When we asked 1,425 Canadian students and youth about barriers to employment their responses were much more comprehensive than a "lack of jobs." Actually only 37% of those in our sample identified this as the key barrier.
Instead perceived competition (43%), lack of experience (59%) and a lack of connections or familiarity (lack of a network, 22% and not knowing where to look for job opportunities, 22%) are top concerns for youth.
As we watch the election narrative around youth employment evolve in 2015 there are a few things I will be on the lookout for.
1) Understanding - Who understands the problem? Are we addressing the real barriers youth face when it comes to finding meaningful work experience?
2) Consultation - Who is listening?
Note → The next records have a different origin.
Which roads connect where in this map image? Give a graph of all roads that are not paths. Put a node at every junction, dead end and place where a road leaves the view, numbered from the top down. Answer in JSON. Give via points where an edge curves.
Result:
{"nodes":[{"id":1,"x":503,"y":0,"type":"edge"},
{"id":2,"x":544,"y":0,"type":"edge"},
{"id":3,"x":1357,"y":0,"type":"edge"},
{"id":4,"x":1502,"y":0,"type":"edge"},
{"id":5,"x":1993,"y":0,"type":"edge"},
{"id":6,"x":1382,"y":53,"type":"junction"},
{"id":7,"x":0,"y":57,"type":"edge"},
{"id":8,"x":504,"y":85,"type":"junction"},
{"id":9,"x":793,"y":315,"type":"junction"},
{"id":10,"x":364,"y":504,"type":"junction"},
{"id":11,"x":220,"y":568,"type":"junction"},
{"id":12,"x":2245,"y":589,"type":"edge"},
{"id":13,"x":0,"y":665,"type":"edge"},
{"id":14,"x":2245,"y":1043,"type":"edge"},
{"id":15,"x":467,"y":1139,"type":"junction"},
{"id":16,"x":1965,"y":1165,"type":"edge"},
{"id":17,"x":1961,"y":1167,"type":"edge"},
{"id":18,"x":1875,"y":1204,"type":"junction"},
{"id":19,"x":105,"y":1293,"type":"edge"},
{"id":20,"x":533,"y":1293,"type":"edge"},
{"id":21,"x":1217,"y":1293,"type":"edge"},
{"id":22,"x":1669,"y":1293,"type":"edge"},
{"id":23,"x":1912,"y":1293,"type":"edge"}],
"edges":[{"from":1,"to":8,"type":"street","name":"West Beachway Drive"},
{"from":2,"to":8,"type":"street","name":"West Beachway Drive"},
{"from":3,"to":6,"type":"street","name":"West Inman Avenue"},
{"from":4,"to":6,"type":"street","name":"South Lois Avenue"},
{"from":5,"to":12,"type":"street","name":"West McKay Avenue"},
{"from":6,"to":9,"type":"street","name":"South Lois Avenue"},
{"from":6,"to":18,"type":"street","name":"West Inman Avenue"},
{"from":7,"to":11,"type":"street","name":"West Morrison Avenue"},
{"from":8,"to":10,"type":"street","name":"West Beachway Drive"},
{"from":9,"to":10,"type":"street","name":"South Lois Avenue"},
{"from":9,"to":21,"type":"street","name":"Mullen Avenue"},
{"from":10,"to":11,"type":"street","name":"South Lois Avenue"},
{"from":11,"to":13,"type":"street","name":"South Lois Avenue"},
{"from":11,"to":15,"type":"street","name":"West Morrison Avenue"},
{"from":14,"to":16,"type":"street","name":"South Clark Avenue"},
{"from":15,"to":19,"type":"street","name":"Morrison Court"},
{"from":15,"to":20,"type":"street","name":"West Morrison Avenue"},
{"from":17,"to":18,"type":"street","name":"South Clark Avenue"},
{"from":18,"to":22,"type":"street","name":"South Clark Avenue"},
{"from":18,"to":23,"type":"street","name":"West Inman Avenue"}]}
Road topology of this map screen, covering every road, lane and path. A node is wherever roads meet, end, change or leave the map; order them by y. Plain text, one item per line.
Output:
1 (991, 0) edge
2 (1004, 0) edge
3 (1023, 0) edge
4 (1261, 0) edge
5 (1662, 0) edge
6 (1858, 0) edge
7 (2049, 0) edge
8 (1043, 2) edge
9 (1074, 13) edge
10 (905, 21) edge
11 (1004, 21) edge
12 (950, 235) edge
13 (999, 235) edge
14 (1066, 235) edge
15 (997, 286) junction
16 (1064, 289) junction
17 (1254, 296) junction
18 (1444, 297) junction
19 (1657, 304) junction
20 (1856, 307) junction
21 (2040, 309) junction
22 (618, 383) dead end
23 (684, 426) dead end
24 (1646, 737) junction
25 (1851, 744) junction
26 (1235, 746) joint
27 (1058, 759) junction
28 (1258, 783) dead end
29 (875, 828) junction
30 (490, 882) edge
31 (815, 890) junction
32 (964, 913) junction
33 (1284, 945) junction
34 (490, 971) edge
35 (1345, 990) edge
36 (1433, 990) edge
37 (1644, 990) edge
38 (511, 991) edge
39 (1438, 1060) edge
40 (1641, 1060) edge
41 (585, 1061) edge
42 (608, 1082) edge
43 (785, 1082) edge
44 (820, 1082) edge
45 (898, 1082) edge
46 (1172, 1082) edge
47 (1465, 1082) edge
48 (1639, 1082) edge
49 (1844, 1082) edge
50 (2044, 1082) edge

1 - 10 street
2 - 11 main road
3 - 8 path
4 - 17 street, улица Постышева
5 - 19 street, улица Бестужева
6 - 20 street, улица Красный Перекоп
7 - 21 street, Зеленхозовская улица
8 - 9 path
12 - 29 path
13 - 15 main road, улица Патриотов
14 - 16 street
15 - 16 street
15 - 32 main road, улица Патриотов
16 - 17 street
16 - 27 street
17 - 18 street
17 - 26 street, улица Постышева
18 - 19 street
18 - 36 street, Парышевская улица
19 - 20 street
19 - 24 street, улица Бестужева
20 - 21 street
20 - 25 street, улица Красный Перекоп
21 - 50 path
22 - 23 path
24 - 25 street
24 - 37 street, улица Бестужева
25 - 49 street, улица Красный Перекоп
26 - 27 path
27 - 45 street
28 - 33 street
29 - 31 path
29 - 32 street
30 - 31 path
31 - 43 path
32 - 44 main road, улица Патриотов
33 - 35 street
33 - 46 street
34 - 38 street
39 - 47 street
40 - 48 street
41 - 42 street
Are young people being consulted when it comes to crafting solutions?
What is the problem this seeks to address?
Taking into account employment numbers which already lag behind, the effects of unemployment and high competition affect a much larger segment of this group than employment numbers indicate. Most (two-thirds) said they would be interested in taking a job today that could help them get experience in their field of interest.
We asked youth to rate a few career learning opportunities and then asked them to tell us what they thought was missing from this picture; what else can be offered? Three key themes that stood out include international work study experiences, shorter-term engagements and access to connections.
- Connections and Access
Mentorship was of high interest to this group among whom 66% said they were extremely or very interested. Nearly half (49%) of those surveyed told us they were extremely interested in more networking opportunities.
- Shorter-term engagements
Students and young adults said they were interested in gaining familiarity with different roles before launching a career, 1-2 day immersion experiences with an organization to see what goes on 'behind the scenes,' was a popular recommendation. Other suggestions included one or two week placements, job shadowing and entry level programs that would give interns access to different sectors within the organization.
- International Work-Study Experiences
The study found a widespread appetite when it comes to international experiences. Forty-seven per cent were interested in national or global networking opportunities. Without having done any more digging into this issue specifically, we might assume that there are likely other welcome experiences that would give students a competitive edge in finding work.
How are youth involved?
In their December 2014 publication Global Solution Networks, led by Don Tapscott, released a publication about global youth unemployment. The report by Canadian researchers Anthony Williams and Dan Herman highlights the need to put youth at the centre when it comes to problem-solving.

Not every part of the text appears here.